死神との同居は悪いものではなかった。死神は、僧の知らないことをよく知っていた。
山の下での人々の暮らし。長くここで暮らす僧にとっては、思い描くことも難しいものだったが。
着物のほつれを直しながら、死神は言う。下りてみれば良いじゃないか、と。墓を守る身に軽く言えたものだ。それに、僧にはここに留まる理由があった。苦笑をしただけで何も答えないでいると、縫い目を伸ばしながら死神はちらりと視線を向ける。
一人で寂しくはないのか、と再びの問いが投げられた。
僧は驚いた。死神も、自分と同じように一人で居るのだ。僧に問うのだから、一人は寂しいのだと思っているのではないか。

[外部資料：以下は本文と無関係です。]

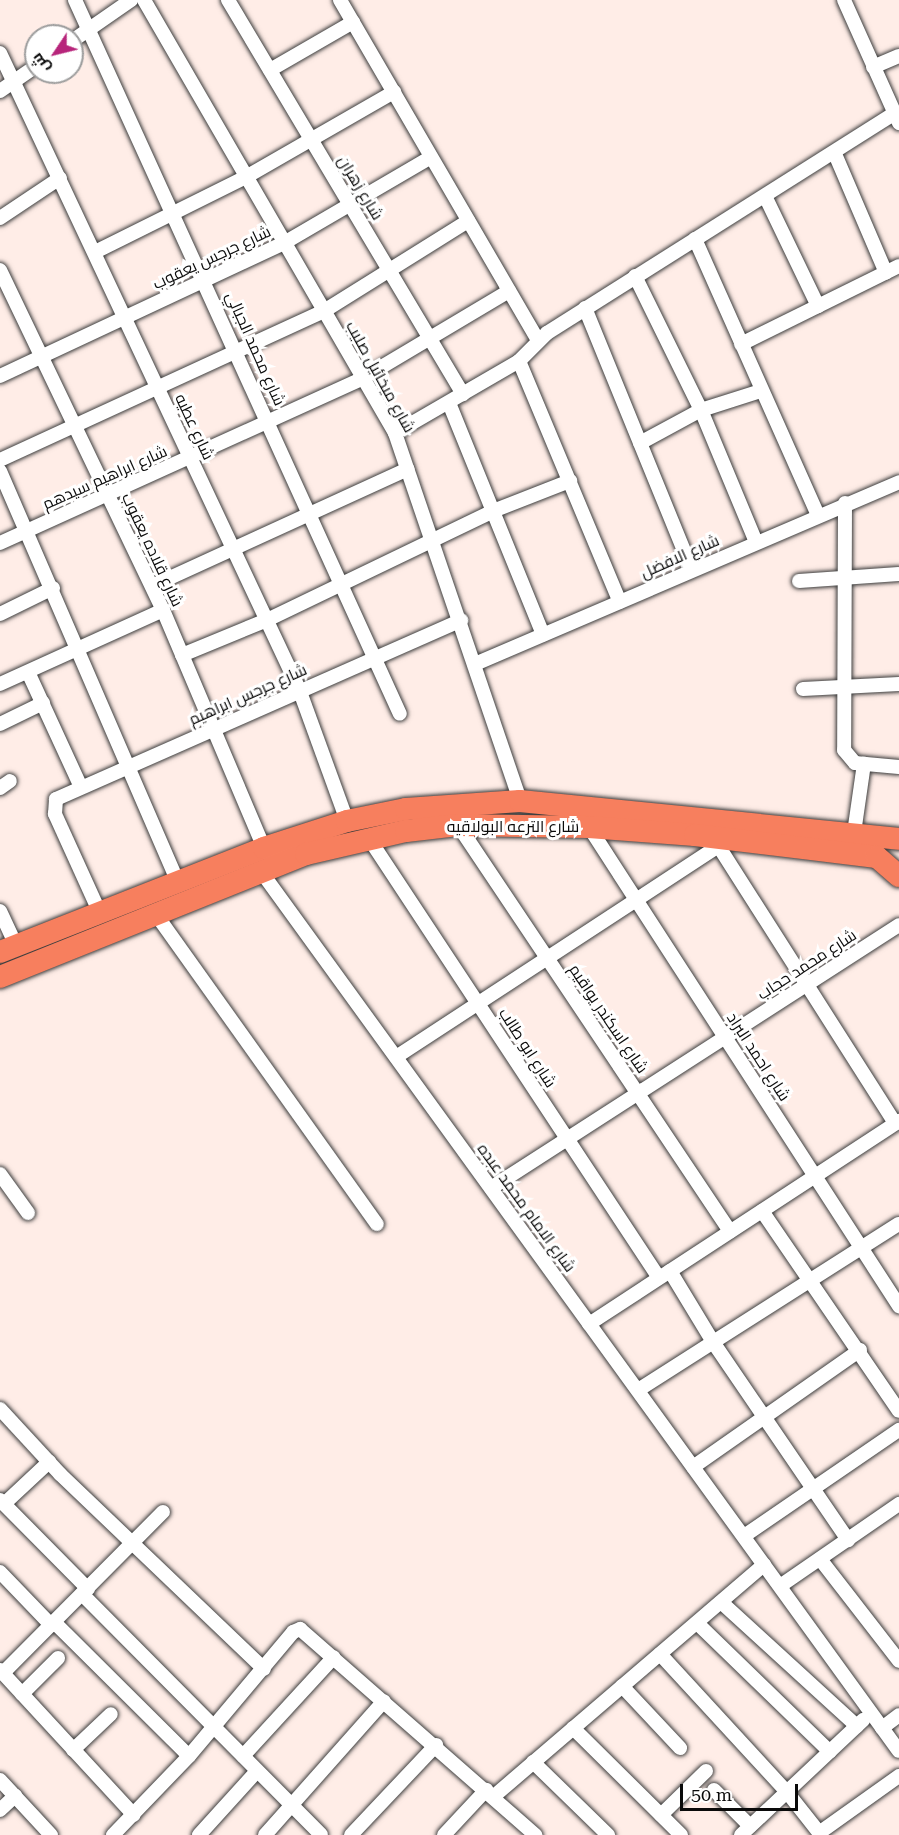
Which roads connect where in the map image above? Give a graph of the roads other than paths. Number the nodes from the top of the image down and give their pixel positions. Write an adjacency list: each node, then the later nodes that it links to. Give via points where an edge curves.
1 (75, 0): 8 (street, شارع محمد الجبالي)
2 (131, 0): 8 (street)
3 (144, 0): 22 (street, شارع ميخائيل صليب)
4 (228, 0): 13 (street, شارع زهران)
5 (340, 0): 7 (street)
6 (844, 0): 12 (street)
7 (353, 22): 13 (street); 17 (street)
8 (88, 30): 9 (street); 26 (street, شارع محمد الجبالي)
9 (84, 33)
10 (0, 53): 15 (street, شارع عطيه)
11 (899, 56): 12 (street)
12 (873, 67): 18 (street)
13 (270, 70): 19 (street, شارع زهران)
14 (24, 75): 15 (street)
15 (15, 81): 16 (street); 23 (street, شارع عطيه)
16 (0, 91)
17 (394, 92): 19 (street); 21 (street)
18 (896, 119): 20 (street)
19 (311, 139): 22 (street); 25 (street, شارع زهران)
20 (835, 154): 24 (street); 33 (street)
21 (431, 157): 25 (street, شارع جرجس يعقوب); 28 (street)
22 (246, 177): 26 (street); 30 (street, شارع ميخائيل صليب)
23 (60, 178): 27 (street); 31 (street, شارع عطيه)
24 (766, 198): 29 (street); 38 (street)
25 (350, 204): 30 (street, شارع جرجس يعقوب); 34 (street, شارع زهران)
26 (174, 213): 31 (street); 36 (street, شارع محمد الجبالي)
27 (0, 218)
28 (468, 221): 34 (street); 37 (street)
29 (695, 239): 35 (street); 44 (street)
30 (284, 243): 36 (street, شارع جرجس يعقوب); 40 (street, شارع ميخائيل صليب)
31 (95, 252): 41 (street, شارع عطيه)
32 (0, 270): 46 (street, شارع قلاده يعقوب)
33 (893, 270): 38 (street)
34 (390, 271): 40 (street); 42 (street, شارع زهران)
35 (635, 276): 39 (street); 54 (street)
36 (206, 280): 41 (street, شارع جرجس يعقوب); 45 (street, شارع محمد الجبالي)
37 (509, 291): 42 (street, شارع ابراهيم سيدهم); 43 (street)
38 (818, 306): 44 (street)
39 (585, 308): 43 (street); 58 (street)
40 (324, 311): 45 (street); 49 (street, شارع ميخائيل صليب)
41 (125, 317): 46 (street, شارع جرجس يعقوب); 50 (street, شارع عطيه)
42 (430, 339): 49 (street, شارع ابراهيم سيدهم); 52 (street, شارع زهران)
43 (538, 340): 47 (street)
44 (741, 344): 51 (street)
45 (238, 350): 50 (street); 55 (street, شارع محمد الجبالي)
46 (42, 357): 48 (street, شارع جرجس يعقوب); 56 (street, شارع قلاده يعقوب)
47 (519, 361): 52 (street); 63 (street)
48 (0, 376)
49 (363, 378): 55 (street, شارع ابراهيم سيدهم); 57 (street, شارع ميخائيل صليب)
50 (157, 387): 56 (street); 59 (street, شارع عطيه)
51 (761, 391): 54 (street); 69 (street)
52 (463, 394): 53 (street)
53 (449, 403): 57 (street); 67 (street)
54 (701, 411): 58 (street); 72 (street)
55 (270, 421): 59 (street, شارع ابراهيم سيدهم); 68 (street, شارع محمد الجبالي)
56 (75, 426): 60 (street); 65 (street, شارع قلاده يعقوب)
57 (395, 433): 61 (street, شارع ميخائيل صليب)
58 (640, 443): 75 (street)
59 (190, 457): 65 (street, شارع ابراهيم سيدهم); 74 (street, شارع عطيه)
60 (0, 460)
61 (408, 469): 68 (street); 71 (street, شارع ميخائيل صليب)
62 (0, 471): 70 (street)
63 (570, 481): 67 (street); 82 (street)
64 (899, 482): 66 (street, شارع الافضل)
65 (108, 494): 70 (street, شارع ابراهيم سيدهم); 80 (street, شارع قلاده يعقوب)
66 (845, 504): 69 (street, شارع الافضل); 77 (street)
67 (493, 511): 71 (street); 87 (street)
68 (310, 513): 74 (street); 79 (street, شارع محمد الجبالي)
69 (818, 515): 72 (street, شارع الافضل)
70 (28, 530): 73 (street, شارع ابراهيم سيدهم); 81 (street)
71 (432, 539): 79 (street); 86 (street, شارع ميخائيل صليب)
72 (756, 542): 75 (street, شارع الافضل)
73 (0, 543)
74 (233, 549): 80 (street); 85 (street, شارع عطيه)
75 (692, 570): 82 (street, شارع الافضل)
76 (899, 574): 77 (street)
77 (844, 578): 78 (street); 95 (street)
78 (799, 581)
79 (342, 584): 85 (street); 90 (street, شارع محمد الجبالي)
80 (152, 586): 83 (street, شارع قلاده يعقوب)
81 (53, 588): 84 (street); 88 (street)
82 (620, 602): 87 (street, شارع الافضل)
83 (163, 610): 88 (street); 89 (street, شارع قلاده يعقوب)
84 (0, 614)
85 (267, 620): 89 (street); 97 (street, شارع عطيه)
86 (461, 620): 90 (street, شارع جرجس ابراهيم); 91 (street, شارع ميخائيل صليب)
87 (543, 635): 91 (street, شارع الافضل)
88 (79, 649): 92 (street); 103 (street)
89 (182, 655): 101 (street, شارع قلاده يعقوب)
90 (375, 657): 97 (street, شارع جرجس ابراهيم); 99 (street, شارع محمد الجبالي)
91 (475, 664): 106 (street, شارع ميخائيل صليب)
92 (28, 672): 93 (street); 98 (street)
93 (0, 683)
94 (899, 684): 95 (street)
95 (845, 687): 96 (street); 102 (street, via 844,750 851,761)
96 (803, 688)
97 (299, 689): 101 (street, شارع جرجس ابراهيم); 107 (street, شارع عطيه)
98 (43, 703): 100 (street); 105 (street)
99 (400, 714)
100 (0, 724)
101 (214, 728): 103 (street, شارع جرجس ابراهيم); 114 (street, شارع قلاده يعقوب)
102 (864, 764): 104 (street); 110 (street)
103 (129, 766): 105 (street, شارع جرجس ابراهيم); 117 (street)
104 (899, 767)
105 (81, 787): 120 (street, شارع جرجس ابراهيم, via 56,800 53,806)
106 (520, 801): 107 (main road, شارع الترعه البولاقيه, via 416,808); 111 (main road, شارع الترعه البولاقيه)
107 (347, 821): 114 (main road, شارع الترعه البولاقيه)
108 (458, 825): 109 (main road, شارع الترعه البولاقيه); 112 (main road, شارع الترعه البولاقيه); 124 (street, شارع اسكندر يواقيم)
109 (589, 827): 111 (main road, شارع الترعه البولاقيه); 118 (street, شارع احمد البراد)
110 (854, 833): 111 (main road, شارع الترعه البولاقيه); 113 (main road, شارع الترعه البولاقيه)
111 (706, 834): 116 (main road, شارع الترعه البولاقيه, via 877,857); 118 (street); 126 (street)
112 (368, 837): 115 (main road, شارع الترعه البولاقيه); 127 (street, شارع ابو طالب)
113 (899, 839)
114 (264, 848): 117 (main road, شارع الترعه البولاقيه)
115 (260, 870): 121 (main road, شارع الترعه البولاقيه); 129 (street, شارع الامام محمد عبده)
116 (899, 876)
117 (177, 880): 120 (main road, شارع الترعه البولاقيه)
118 (634, 902): 124 (street); 128 (street, شارع احمد البراد)
119 (0, 911): 123 (street)
120 (99, 911): 123 (main road, شارع الترعه البولاقيه)
121 (155, 913): 125 (main road, شارع الترعه البولاقيه); 138 (street)
122 (899, 925): 126 (street, شارع محمد حجاب)
123 (8, 948)
124 (548, 958): 127 (street); 130 (street, شارع اسكندر يواقيم)
125 (0, 976)
126 (807, 984): 128 (street, شارع محمد حجاب); 131 (street)
127 (478, 1004): 129 (street); 132 (street, شارع ابو طالب)
128 (725, 1037): 130 (street, شارع محمد حجاب); 134 (street, شارع احمد البراد)
129 (396, 1057): 135 (street, شارع الامام محمد عبده)
130 (638, 1093): 132 (street, شارع محمد حجاب); 140 (street, شارع اسكندر يواقيم)
131 (897, 1122): 134 (street)
132 (567, 1139): 135 (street, شارع محمد حجاب); 142 (street, شارع ابو طالب)
133 (0, 1174): 137 (street)
134 (815, 1176): 136 (street); 141 (street, شارع احمد البراد)
135 (491, 1188): 145 (street, شارع الامام محمد عبده)
136 (762, 1211): 140 (street); 143 (street)
137 (28, 1213)
138 (377, 1224)
139 (899, 1224): 141 (street)
140 (730, 1231): 142 (street)
141 (861, 1248): 143 (street); 144 (street, شارع احمد البراد)
142 (664, 1274): 145 (street); 146 (street, شارع ابو طالب)
143 (810, 1280): 146 (street); 147 (street)
144 (899, 1306)
145 (589, 1324): 148 (street, شارع الامام محمد عبده)
146 (713, 1342): 148 (street); 152 (street, شارع ابو طالب)
147 (860, 1350): 149 (street); 152 (street)
148 (638, 1390): 155 (street, شارع الامام محمد عبده)
149 (894, 1391): 151 (street)
150 (0, 1409): 154 (street)
151 (899, 1411)
152 (764, 1417): 155 (street); 156 (street, شارع ابو طالب)
153 (899, 1430): 156 (street)
154 (49, 1462): 157 (street); 162 (street)
155 (693, 1467): 160 (street, شارع الامام محمد عبده)
156 (813, 1489): 160 (street); 161 (street, شارع ابو طالب)
157 (2, 1502): 167 (street)
158 (899, 1504): 161 (street)
159 (163, 1512): 162 (street)
160 (744, 1536): 164 (street, شارع الامام محمد عبده)
161 (848, 1540): 163 (street)
162 (132, 1545): 167 (street); 175 (street)
163 (820, 1559): 166 (street); 174 (street)
164 (764, 1565): 166 (street, شارع الامام محمد عبده); 168 (street)
165 (0, 1572): 170 (street)
166 (780, 1586): 180 (street, شارع الامام محمد عبده)
167 (85, 1591): 170 (street); 184 (street)
168 (721, 1602): 169 (street); 183 (street)
169 (697, 1623): 171 (street); 191 (street)
170 (53, 1624): 176 (street); 192 (street)
171 (660, 1654): 177 (street); 200 (street)
172 (334, 1657): 175 (street, via 303,1630 293,1632); 179 (street); 193 (street)
173 (58, 1658): 178 (street)
174 (899, 1661)
175 (264, 1669): 184 (street)
176 (2, 1672): 178 (street)
177 (622, 1686): 185 (street); 188 (street)
178 (22, 1694): 189 (street)
179 (384, 1701): 187 (street); 203 (street)
180 (871, 1712): 183 (street); 186 (street, شارع الامام محمد عبده)
181 (111, 1714): 189 (street)
182 (899, 1715): 186 (street)
183 (857, 1726): 191 (street)
184 (214, 1728): 192 (street); 193 (street)
185 (573, 1728): 194 (street); 206 (street)
186 (882, 1728): 190 (street, شارع الامام محمد عبده)
187 (436, 1745): 201 (street); 214 (street)
188 (680, 1748)
189 (73, 1750): 205 (street)
190 (899, 1750)
191 (830, 1752): 200 (street)
192 (189, 1756): 205 (street)
193 (243, 1756): 195 (street)
194 (533, 1762): 201 (street); 217 (street)
195 (257, 1771): 203 (street); 211 (street)
196 (706, 1771): 206 (street)
197 (899, 1776): 208 (street)
198 (0, 1780): 202 (street)
199 (714, 1790): 207 (street)
200 (787, 1792): 207 (street); 208 (street)
201 (489, 1793): 215 (street); 216 (street)
202 (15, 1796): 204 (street); 209 (street)
203 (291, 1805): 212 (street); 213 (street)
204 (0, 1810)
205 (134, 1815): 210 (street)
206 (662, 1815): 218 (street)
207 (746, 1831)
208 (820, 1834)
209 (51, 1835)
210 (113, 1835)
211 (199, 1835)
212 (265, 1835)
213 (321, 1835)
214 (351, 1835)
215 (444, 1835)
216 (535, 1835)
217 (608, 1835)
218 (681, 1835)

自分の寂しさよりもそちらの方が気になった。答えずに、お前はどうなんだ、と訊ねていた。死神は、答えが返ってこないことに腹を立てはせず、ただ、どうだろうな、と笑った。その横顔が寂しそうに見えたのは、気のせいだっただろうか。
その日は、朝から死神の姿が見えなかった。広くはない庵である。身を隠す所などない。ならば竹やぶの中に居るのか。この辺りまで村人が来ることはないが、姿を見られてはことだ。
草履をつっかけて、死神の姿を探しに庵を出た。
がさがさと足音がした。声を掛けようとして思い留まる。複数の足音だったのだ。
「ここだろう、――住んでいたのは」
「しばらく姿を見んが――」
「流行り病で――」
「――逝ってしまわれたか」
「いやいや、あれが――」
「ならば、村に来たら――」
「――その前に」
声が次第に遠くなる。庵に戻り、今聞いたばかりの会話を思い出す。
遅かれ早かれ、村人たちはこの庵に来るだろう。その時に、何と言えば良いのか。
――こいつは、悪くないんだ。
つい、吹き出してしまう。そんなことを言って何になるというのか。話を聞きはしないだろう。死神が居てはまずい。早く、ここから離れさせなければ。
いくら探しても、死神の姿は見付けられなかった。諦めて庵に戻り、縁側に腰を下ろす。
もしかすると、もうここを出たのかもしれない。
足音が聞こえ顔を上げると、死神の姿があった。
「出て行ったほうが良い」
『なぜ』
「麓の村で疫病が流行ったそうだ。恐らく、お前のせいにされる。だから――」
『断る』
「なぜ。ここに居ては危ないと言っているんだ」
それ以上の会話を遮るように、足音がした。